El café ecuatoriano registró un crecimiento significativo en el tercer trimestre de 2025, según datos del Banco Central del Ecuador, con 45,6 millones de dólares exportados y un aumento sostenido impulsado por la demanda internacional, mejoras productivas y cambios en la estructura del comercio exterior del país.

El café y las exportaciones no petroleras 

Las cifras recientes del comercio exterior ecuatoriano reflejan una transformación progresiva en la estructura exportadora. Durante el tercer trimestre de 2025, el sector cafetalero se posicionó como uno de los rubros con mayor dinamismo dentro de las exportaciones no petroleras. 

De acuerdo con datos oficiales, el país exportó 45,6 millones de dólares en café y elaborados, con un volumen de 4,2 mil toneladas métricas, lo que representa el nivel más alto desde 2016 y el mayor volumen registrado en los últimos trimestres. Este desempeño confirma una recuperación sostenida del sector.

El crecimiento también se evidencia en términos comparativos. El volumen exportado aumentó 65,1 % frente al trimestre previo, mientras que el valor exportado creció 45,4 %. En términos interanuales, el incremento fue de 14,3 %, acompañado por un alza del 10,3 % en el valor unitario.

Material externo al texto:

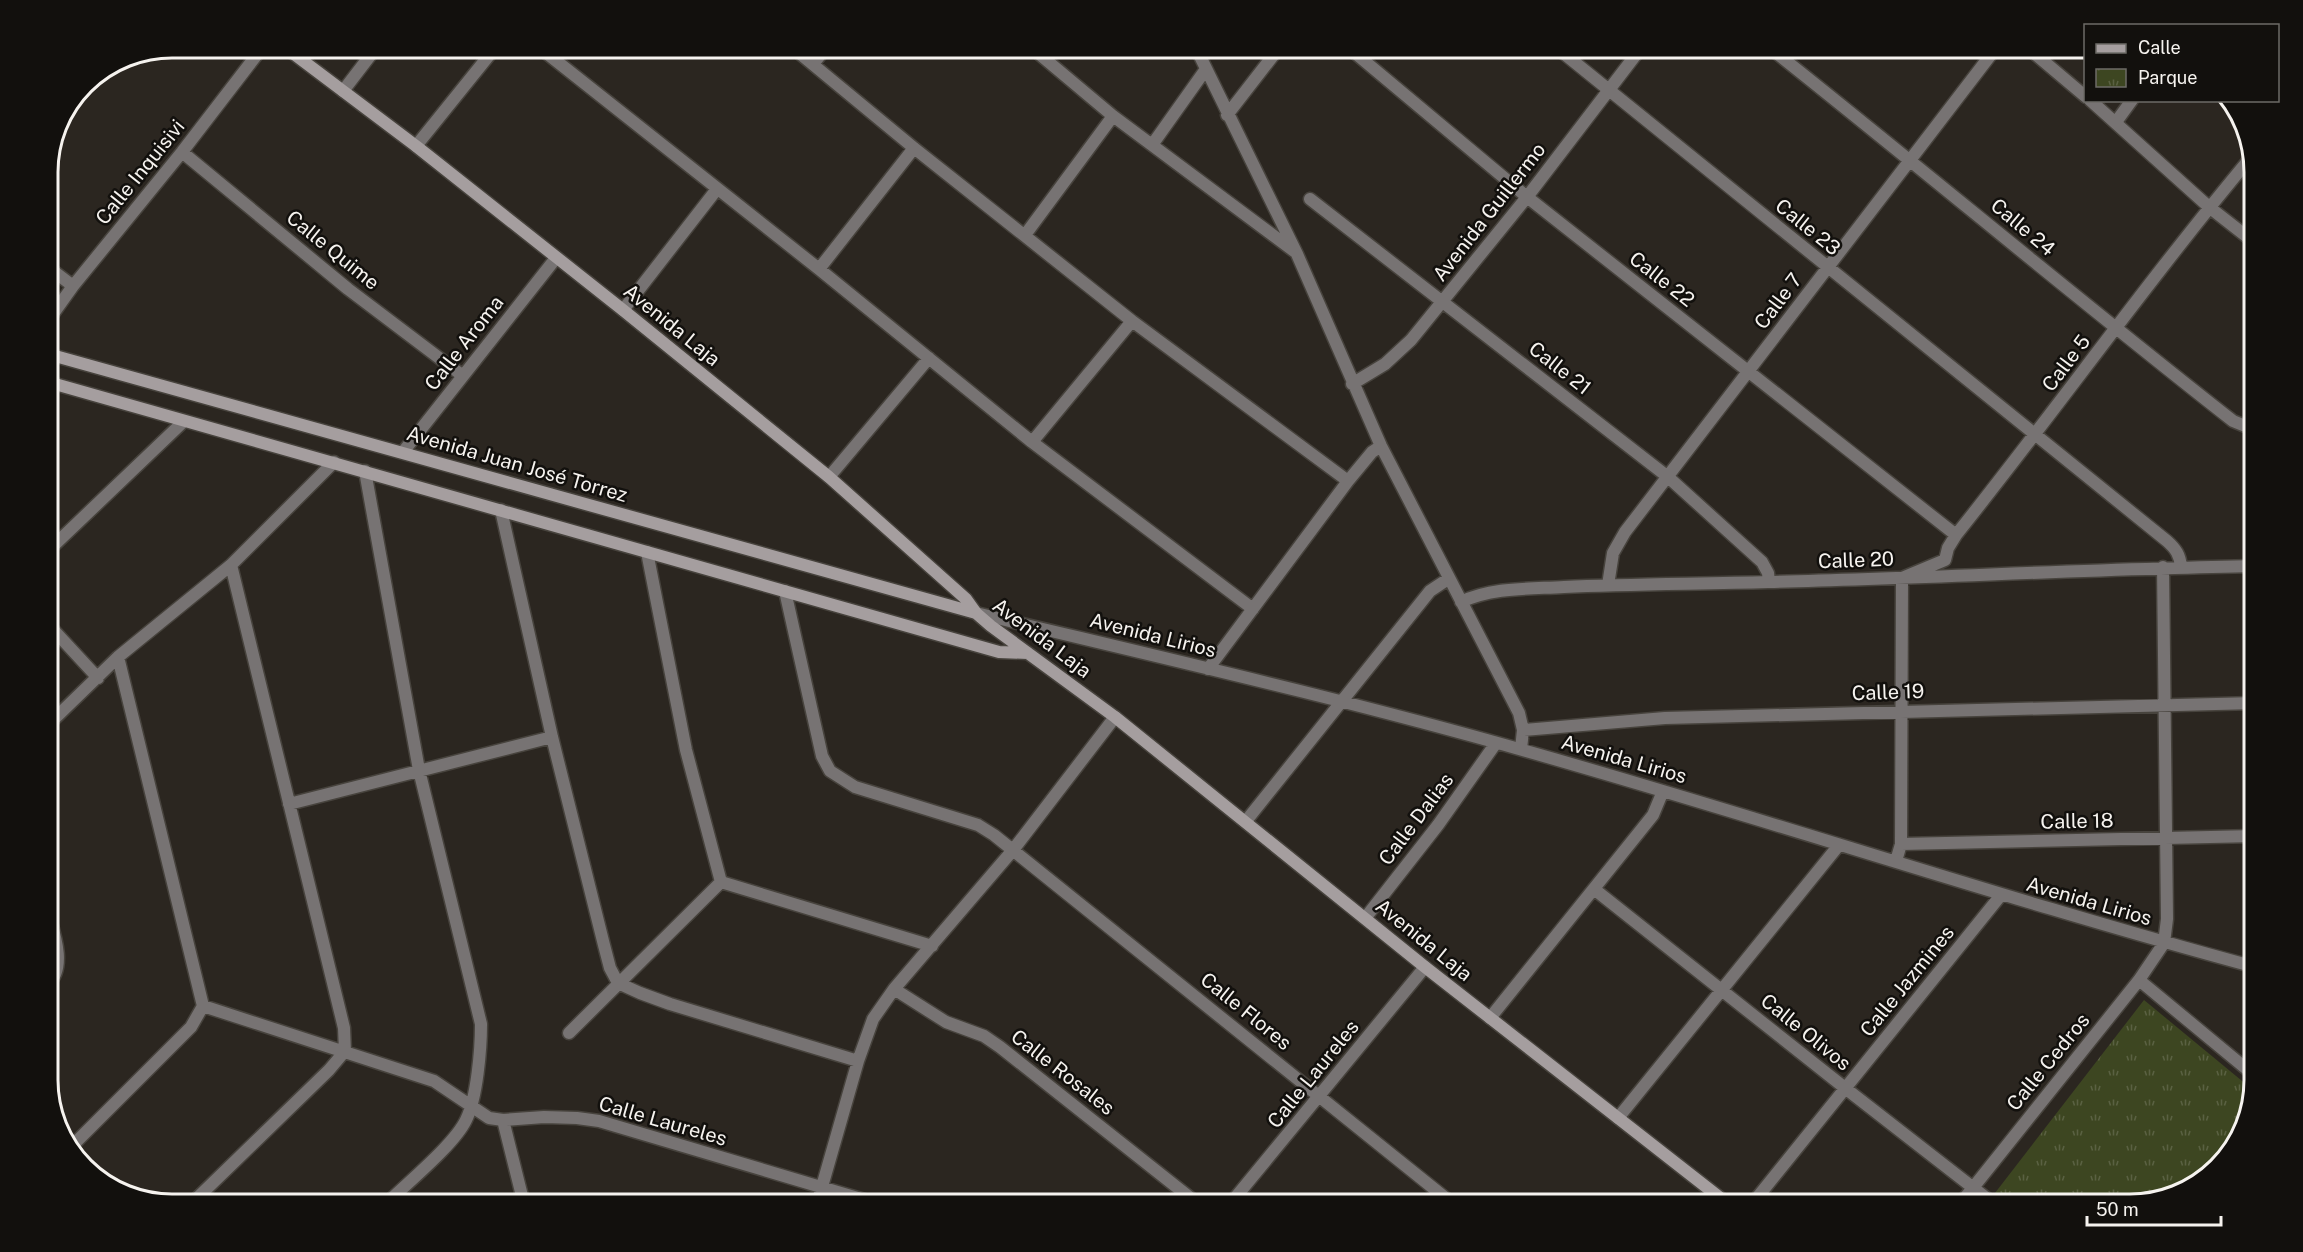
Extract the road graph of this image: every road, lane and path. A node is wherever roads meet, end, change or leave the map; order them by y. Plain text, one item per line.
1 (1201, 58) edge
2 (1271, 58) edge
3 (1361, 58) edge
4 (1569, 58) edge
5 (1633, 58) edge
6 (1783, 58) edge
7 (1988, 58) edge
8 (2040, 58) edge
9 (254, 59) edge
10 (300, 59) edge
11 (368, 59) edge
12 (486, 59) edge
13 (554, 59) edge
14 (806, 59) edge
15 (817, 59) edge
16 (1045, 59) edge
17 (813, 64) junction
18 (1206, 69) junction
19 (1608, 90) junction
20 (343, 91) junction
21 (2084, 96) edge
22 (2092, 102) edge
23 (2131, 102) edge
24 (1227, 115) junction
25 (1113, 116) junction
26 (2116, 123) junction
27 (1152, 145) junction
28 (416, 146) junction
29 (914, 148) junction
30 (182, 152) junction
31 (1909, 158) junction
32 (2244, 165) edge
33 (717, 189) junction
34 (1527, 197) junction
35 (1310, 199) dead end
36 (2209, 207) junction
37 (2244, 234) edge
38 (1025, 236) junction
39 (1297, 254) junction
40 (556, 258) junction
41 (1827, 268) junction
42 (819, 269) junction
43 (59, 275) edge
44 (73, 286) junction
45 (1444, 302) junction
46 (59, 306) edge
47 (623, 310) junction
48 (1132, 321) junction
49 (2116, 329) junction
50 (59, 357) edge
51 (929, 358) junction
52 (1749, 373) junction
53 (464, 376) junction
54 (1352, 384) junction
55 (59, 385) edge
56 (183, 422) junction
57 (2244, 426) edge
58 (2035, 435) junction
59 (1032, 442) junction
60 (1381, 446) junction
61 (403, 452) junction
62 (334, 462) junction
63 (365, 471) junction
64 (829, 477) junction
65 (1668, 477) junction
66 (1348, 481) junction
67 (501, 510) junction
68 (1956, 535) junction
69 (59, 540) edge
70 (647, 552) junction
71 (231, 565) junction
72 (2244, 566) edge
73 (2163, 567) junction
74 (2181, 567) junction
75 (1902, 578) junction
76 (1448, 579) junction
77 (1769, 582) junction
78 (1608, 585) junction
79 (785, 591) junction
80 (1461, 602) junction
81 (1253, 609) junction
82 (976, 612) junction
83 (59, 636) edge
84 (1028, 653) junction
85 (118, 657) junction
86 (1209, 669) junction
87 (98, 678) junction
88 (1340, 702) junction
89 (2244, 703) edge
90 (2165, 706) junction
91 (1900, 711) junction
92 (59, 715) edge
93 (1115, 717) junction
94 (1523, 730) junction
95 (552, 737) junction
96 (1496, 743) junction
97 (1521, 749) junction
98 (419, 770) junction
99 (1663, 790) junction
100 (290, 804) junction
101 (1246, 821) junction
102 (2244, 836) edge
103 (2167, 839) junction
104 (1901, 844) junction
105 (1839, 845) junction
106 (1013, 850) junction
107 (1896, 861) junction
108 (721, 882) junction
109 (1594, 889) junction
110 (2001, 895) junction
111 (1366, 917) junction
112 (2164, 943) junction
113 (932, 946) junction
114 (2244, 965) edge
115 (1425, 967) junction
116 (2139, 980) junction
117 (618, 982) junction
118 (894, 988) junction
119 (1722, 989) junction
120 (203, 1006) junction
121 (1490, 1018) junction
122 (569, 1033) dead end
123 (345, 1051) junction
124 (858, 1061) junction
125 (2244, 1067) edge
126 (1845, 1088) junction
127 (1321, 1096) junction
128 (471, 1106) junction
129 (1617, 1118) junction
130 (503, 1120) junction
131 (77, 1141) edge
132 (1973, 1186) junction
133 (822, 1187) junction
134 (201, 1194) edge
135 (396, 1194) edge
136 (522, 1194) edge
137 (820, 1194) edge
138 (845, 1194) edge
139 (1185, 1194) edge
140 (1238, 1194) edge
141 (1442, 1194) edge
142 (1715, 1194) edge
143 (1760, 1194) edge
144 (1967, 1194) edge
145 (1982, 1194) edge

1 - 18 street
2 - 24 street
3 - 34 street, Calle 22
4 - 19 street, Calle 23
5 - 19 street, Avenida Guillermo
6 - 31 street, Calle 24
7 - 31 street, Calle 7
8 - 21 street
9 - 30 street, Calle Inquisivi
10 - 20 street, Avenida Laja
11 - 20 street
12 - 28 street
13 - 33 street
14 - 17 street
15 - 17 street
16 - 25 street
17 - 29 street
18 - 24 street
18 - 27 street
19 - 34 street, Avenida Guillermo
19 - 41 street, Calle 23
20 - 28 street, Avenida Laja
22 - 26 street
23 - 26 street
24 - 39 street
25 - 27 street
25 - 38 street
26 - 36 street
27 - 39 street
28 - 40 street, Avenida Laja
29 - 38 street
29 - 42 street
30 - 44 street, Calle Inquisivi
30 - 53 street, Calle Quime
31 - 41 street, Calle 7
31 - 49 street, Calle 24
32 - 36 street, Calle 5
33 - 42 street
33 - 47 street
34 - 45 street, Avenida Guillermo
34 - 52 street, Calle 22
35 - 45 street, Calle 21
36 - 37 street
36 - 49 street, Calle 5
38 - 48 street
39 - 54 street
40 - 47 street, Avenida Laja
40 - 53 street, Calle Aroma
41 - 52 street, Calle 7
41 - 58 street, Calle 23
42 - 51 street
43 - 44 street
44 - 46 street, Calle Inquisivi
45 - 54 street, Avenida Guillermo
45 - 65 street, Calle 21
47 - 64 street, Avenida Laja
48 - 59 street
48 - 66 street
49 - 57 street, Calle 24
49 - 58 street, Calle 5
50 - 61 street, Avenida Juan José Torrez
51 - 59 street
51 - 64 street
52 - 65 street, Calle 7
52 - 68 street, Calle 22
53 - 61 street, Calle Aroma
54 - 60 street
55 - 56 street
56 - 62 street
56 - 69 street
58 - 68 street, Calle 5
58 - 74 street, Calle 23
59 - 81 street
60 - 66 street
60 - 76 street
61 - 82 street, Avenida Juan José Torrez
62 - 63 street
62 - 71 street
63 - 67 street
63 - 98 street
64 - 82 street, Avenida Laja
65 - 77 street, Calle 21
65 - 78 street, Calle 7
66 - 81 street
67 - 70 street
67 - 95 street
68 - 75 street, Calle 5
70 - 79 street
70 - 108 street
71 - 85 street
71 - 100 street
72 - 74 street, Calle 20
73 - 74 street, Calle 20
73 - 75 street, Calle 20
73 - 90 street
75 - 77 street, Calle 20
75 - 91 street
76 - 80 street
76 - 88 street
77 - 78 street, Calle 20
78 - 80 street, Calle 20
79 - 84 street
79 - 106 street, Calle Flores
80 - 94 street
81 - 86 street
82 - 84 street, Avenida Laja
82 - 86 street, Avenida Lirios
83 - 87 street
84 - 93 street, Avenida Laja
85 - 87 street
85 - 120 street
86 - 88 street, Avenida Lirios
87 - 92 street
88 - 96 street, Avenida Lirios
88 - 101 street
89 - 90 street, Calle 19
90 - 91 street, Calle 19
90 - 103 street
91 - 94 street, Calle 19
91 - 104 street
93 - 101 street, Avenida Laja
93 - 106 street
94 - 97 street
95 - 98 street
95 - 117 street
96 - 97 street, Avenida Lirios
96 - 111 street, Calle Dalias
97 - 99 street, Avenida Lirios
98 - 100 street
98 - 128 street
99 - 105 street, Avenida Lirios
99 - 109 street
100 - 123 street
101 - 111 street, Avenida Laja
102 - 103 street, Calle 18
103 - 104 street, Calle 18
103 - 112 street
104 - 107 street
105 - 107 street, Avenida Lirios
105 - 119 street
106 - 113 street
106 - 127 street, Calle Flores
107 - 110 street, Avenida Lirios
108 - 113 street
108 - 117 street
109 - 119 street, Calle Olivos
109 - 121 street
110 - 112 street, Avenida Lirios
110 - 126 street, Calle Jazmines
111 - 115 street, Avenida Laja
112 - 114 street, Avenida Lirios
112 - 116 street, Calle Cedros
113 - 118 street
115 - 121 street, Avenida Laja
115 - 127 street, Calle Laureles
116 - 125 street
116 - 132 street, Calle Cedros
117 - 122 street
117 - 124 street
118 - 124 street
118 - 139 street, Calle Rosales
119 - 126 street, Calle Olivos
119 - 129 street
120 - 123 street, Calle Laureles
120 - 131 street
121 - 129 street, Avenida Laja
123 - 128 street, Calle Laureles
123 - 134 street
124 - 133 street
126 - 132 street, Calle Olivos
126 - 143 street, Calle Jazmines
127 - 140 street, Calle Laureles
127 - 141 street, Calle Flores
128 - 130 street, Calle Laureles
128 - 135 street
129 - 142 street, Avenida Laja
130 - 133 street, Calle Laureles
130 - 136 street
132 - 144 street, Calle Cedros
132 - 145 street, Calle Olivos
133 - 137 street
133 - 138 street, Calle Laureles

Factores detrás del crecimiento

Este comportamiento responde a varios factores estructurales y coyunturales. Entre ellos destacan el aumento de la producción en zonas cafetaleras cuya cosecha se concentra a mitad de año, el cumplimiento de contratos internacionales pendientes y el crecimiento de la demanda global de cafés especiales.

El contexto internacional también influyó en el desempeño del sector. La reducción de la producción de café arábica en Brasil durante 2025 generó una presión sobre los precios internacionales, lo que abrió oportunidades para otros países exportadores como Ecuador.

Sin embargo, el análisis de las cifras muestra que el crecimiento no se explica únicamente por el volumen exportado. Durante el mismo período, el valor unitario del café registró una caída trimestral del 11,9 %, lo que indica que la dinámica del mercado internacional también incidió en los resultados.

Mayor valor agregado en exportaciones

Un elemento clave en la evolución del sector del café es la composición de las exportaciones. Actualmente, el 93,3 % del café exportado corresponde a café industrializado, equivalente a 29,2 millones de dólares, mientras que el 6,7 % es café en grano, con 2,1 millones de dólares.

Esta estructura evidencia un cambio hacia productos con mayor valor agregado, lo que permite mejorar la competitividad del país en los mercados internacionales. Este comportamiento se alinea con la tendencia global hacia el consumo de productos diferenciados y de mayor calidad.

En cuanto a los destinos, el café ecuatoriano mantiene presencia en mercados estratégicos. Los principales compradores son Colombia (34,6 %), Alemania (20,4 %), Países Bajos (11,5 %) y Estados Unidos (10,3 %), lo que refleja una diversificación geográfica en la demanda.

Diversificación exportadora en marcha

El desempeño del café se enmarca en una tendencia más amplia dentro del comercio exterior ecuatoriano. En conjunto, las exportaciones no petroleras crecieron 14,4 %, impulsadas por productos agrícolas, elaborados y manufacturas.

Entre los rubros con mayor dinamismo se encuentran derivados de banano, madera, frutas frescas, aceites vegetales y productos procesados, algunos con crecimientos superiores al 30 % e incluso de tres dígitos en comparación interanual.

Este escenario confirma un proceso gradual de diversificación de la matriz exportadora, históricamente concentrada en productos primarios. Al mismo tiempo, refuerza la importancia de mercados como Estados Unidos, la Unión Europea, China y países de la región.

El 1 de octubre es el Día del Café 

A nivel internacional, el café mantiene su relevancia como uno de los productos agrícolas más comercializados del mundo. La industria genera más de 200 mil millones de dólares anuales y sustenta a millones de productores.

La reciente proclamación del 1 de octubre como Día Internacional del Café por la ONU refuerza la importancia económica, social y cultural del sector, así como su contribución a la reducción de la pobreza, el empleo rural y el desarrollo sostenible.

En este contexto, el crecimiento del café ecuatoriano se inserta en una dinámica global que prioriza la calidad, la trazabilidad y el valor agregado, elementos clave para competir en mercados internacionales cada vez más exigentes.